“Welcome All Feelings.”
This is such a wonderful peaceful parenting mantra- for us and for our children. Remind yourself when you are feeling uncomfortable or upset. Remind yourself when your child is crying or having a meltdown. When we welcome and allow feelings, they will pass. This is crucial for resilience and emotional health. This can be hard because most of us we were not raised with this and big feelings can be really uncomfortable.
If someone says something rude to us, and we take a moment and feel the hurt and breathe through it, we can let it go. If we have to say no to an ice cream and we can let our child cry over the disappointment, they can cry a bit and then wipe their tears and go on with their day.
This is emotional resilience: the ability to feel our feelings and recover after a setback. We don’t need to shut them down with a, “Suck it up, Buttercup.” We also don’t need to fix it. We need to welcome the feelings.

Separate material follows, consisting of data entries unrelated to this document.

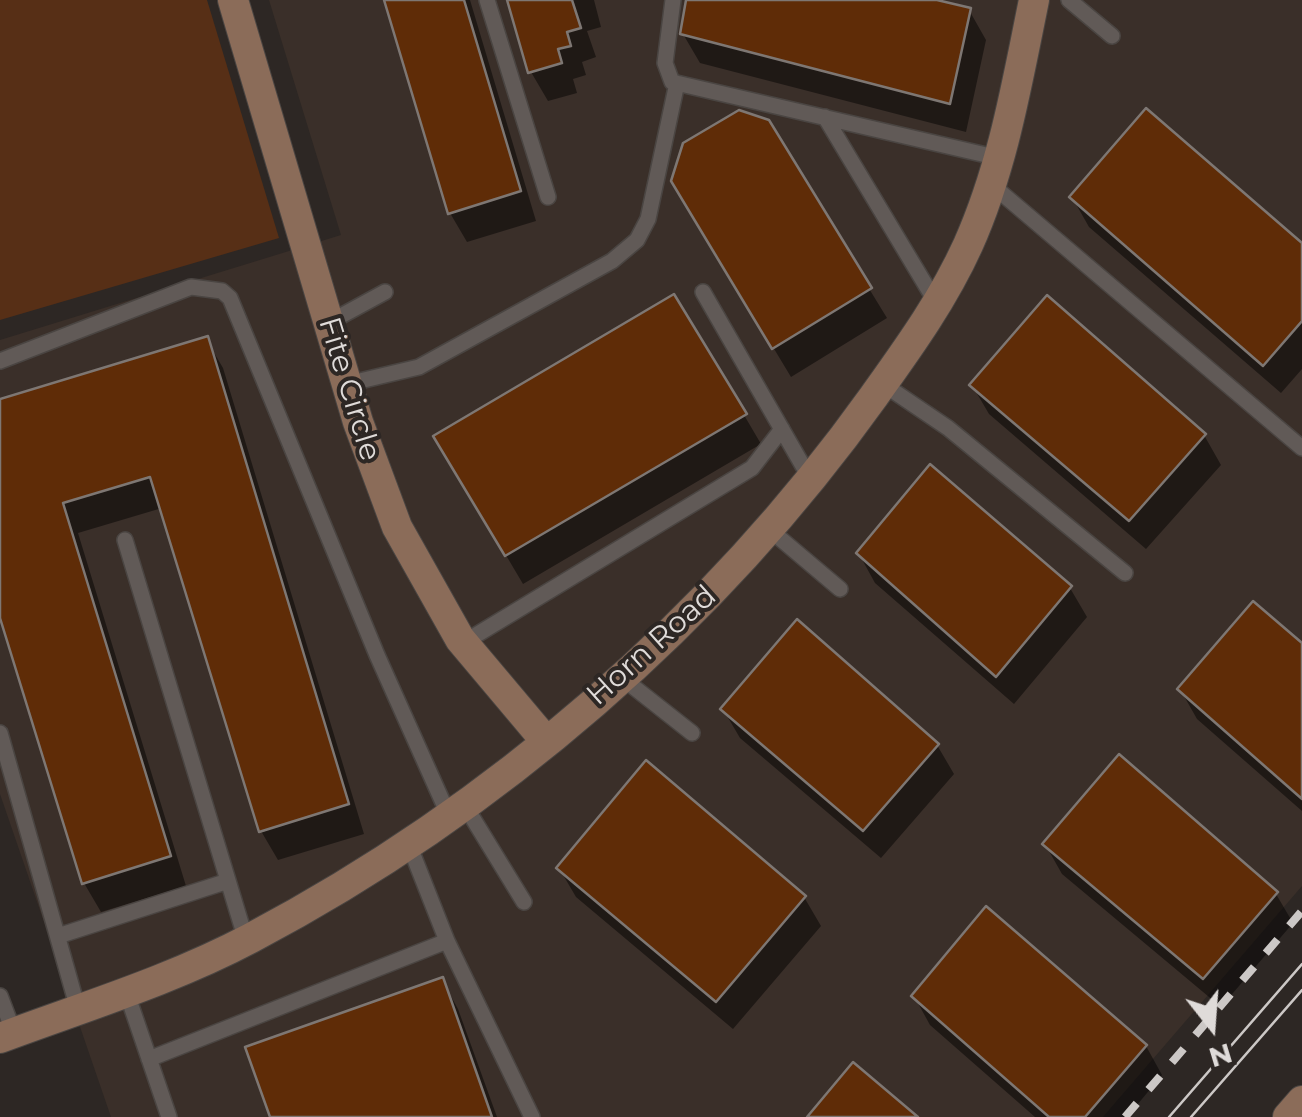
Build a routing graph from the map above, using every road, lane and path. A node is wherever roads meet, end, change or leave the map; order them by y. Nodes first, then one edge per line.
1 (232, 0) edge
2 (487, 0) edge
3 (672, 0) edge
4 (1034, 0) edge
5 (1069, 0) edge
6 (1112, 36) dead end
7 (677, 82) junction
8 (826, 117) junction
9 (996, 172) junction
10 (548, 197) dead end
11 (386, 292) dead end
12 (702, 292) dead end
13 (937, 304) junction
14 (328, 323) junction
15 (0, 360) edge
16 (347, 384) junction
17 (882, 384) junction
18 (782, 430) junction
19 (1302, 448) edge
20 (811, 480) junction
21 (769, 529) junction
22 (125, 540) dead end
23 (1125, 573) dead end
24 (840, 590) dead end
25 (463, 643) junction
26 (621, 677) junction
27 (692, 732) dead end
28 (0, 733) edge
29 (545, 740) junction
30 (457, 810) junction
31 (408, 842) junction
32 (228, 882) junction
33 (524, 902) dead end
34 (58, 936) junction
35 (246, 940) junction
36 (447, 941) junction
37 (126, 990) junction
38 (0, 996) edge
39 (78, 1009) junction
40 (7, 1035) edge
41 (149, 1060) junction
42 (1302, 1101) edge
43 (169, 1117) edge
44 (532, 1117) edge
45 (1288, 1117) edge

1 - 14 street, Fite Circle
2 - 10 lane
3 - 7 lane
4 - 9 street, Horn Road
5 - 6 lane
7 - 8 lane
7 - 16 lane
8 - 9 lane
8 - 13 lane
9 - 13 street, Horn Road
9 - 19 lane
11 - 14 lane
12 - 18 lane
13 - 17 street, Horn Road
14 - 16 street, Fite Circle
15 - 30 lane
16 - 25 street, Fite Circle
17 - 20 street, Horn Road
17 - 23 lane
18 - 20 lane
18 - 25 lane
20 - 21 street, Horn Road
21 - 24 lane
21 - 26 street, Horn Road
22 - 32 lane
25 - 29 street, Fite Circle
26 - 27 lane
26 - 29 street, Horn Road
28 - 34 lane
29 - 30 street, Horn Road
30 - 31 street, Horn Road
30 - 33 lane
31 - 35 street, Horn Road
31 - 36 lane
32 - 34 lane
32 - 35 lane
34 - 39 lane
35 - 37 street, Horn Road
36 - 41 lane
36 - 44 lane
37 - 39 street, Horn Road
37 - 41 lane
38 - 40 lane
39 - 40 street, Horn Road
41 - 43 lane
42 - 45 street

They can handle it! Suffering is part of the human condition. And suffering when you’re 4 and you want another cookie is the practice for the hardships that get more serious as you get older.
And we don’t get to choose what is okay to be upset about. I know I would be very upset if my husband told me I shouldn’t be upset about something that I was indeed upset about!
The ability to feel a feeling contributes to emotional health. If we don’t accept our feelings (or our child’s) or we don’t feel safe to feel them in the moment, they can build up inside us. When we can’t feel and express (process) difficult feelings, they go underground and out of our conscious control. We hold them in our bodies until they can surface and be healed.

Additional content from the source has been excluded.